Erik Gerbi

Personal information
- Date of birth: 11 June 2000 (age 26)
- Place of birth: Ivrea, Italy
- Height: 1.81 m (5 ft 11 in)
- Position: Defender

Team information
- Current team: Treviso

Youth career
- 0000–2018: Pro Vercelli

Senior career*
- Years: Team / Apps / (Gls)
- 2018–2019: Pro Vercelli / 14 / (3)
- 2019–2020: Juventus / 0 / (0)
- 2019: → Pro Vercelli (loan) / 10 / (0)
- 2019–2020: → Juventus U23 (res.) / 3 / (0)
- 2020: → Sampdoria (loan) / 0 / (0)
- 2020–2024: Sampdoria / 0 / (0)
- 2020–2021: → Teramo (loan) / 16 / (0)
- 2021–2022: → Politehnica Timișoara (loan) / 19 / (4)
- 2022–2023: → Pro Sesto (loan) / 37 / (8)
- 2023–2024: → Lumezzane (loan) / 26 / (3)
- 2024–2026: Carpi / 56 / (8)
- 2026–: Treviso / 0 / (0)

= Erik Gerbi =

Italian footballer (born 2000)

Erik Gerbi (born 11 June 2000) is an Italian footballer who plays as a forward for Serie C club Treviso.

==Club career==
He made his Serie B debut for Pro Vercelli on 18 May 2018 in a game against Cittadella as an 82nd-minute substitute for Claudio Morra.

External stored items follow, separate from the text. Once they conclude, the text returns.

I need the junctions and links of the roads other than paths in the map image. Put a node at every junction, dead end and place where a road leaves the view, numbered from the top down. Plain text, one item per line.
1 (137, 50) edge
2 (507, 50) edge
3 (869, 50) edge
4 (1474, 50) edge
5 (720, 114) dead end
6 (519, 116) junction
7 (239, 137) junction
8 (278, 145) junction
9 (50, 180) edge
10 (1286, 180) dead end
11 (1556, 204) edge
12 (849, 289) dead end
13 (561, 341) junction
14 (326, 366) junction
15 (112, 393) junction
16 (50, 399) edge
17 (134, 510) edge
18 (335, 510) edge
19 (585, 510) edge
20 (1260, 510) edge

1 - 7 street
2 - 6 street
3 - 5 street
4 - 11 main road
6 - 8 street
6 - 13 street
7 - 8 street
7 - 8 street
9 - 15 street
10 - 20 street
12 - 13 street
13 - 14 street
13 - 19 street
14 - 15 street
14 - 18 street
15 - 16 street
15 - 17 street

On 31 January 2019, he was purchased by Juventus for €1.45 million and loaned back to Pro Vercelli until the end of the 2018–19 season. In the same window Juventus also sold Simone Emmanuello to Pro Vercelli for €0.95 million as part of the deal.

On 30 January 2020, Sampdoria acquired his rights on loan with an obligation to buy.

On 5 October 2020 he joined Teramo on loan. On 1 August 2022, Gerbi was loaned to Pro Sesto. On 23 July 2023, he moved on loan to Lumezzane.

On 23 July 2024, he joined Carpi on permanent basis.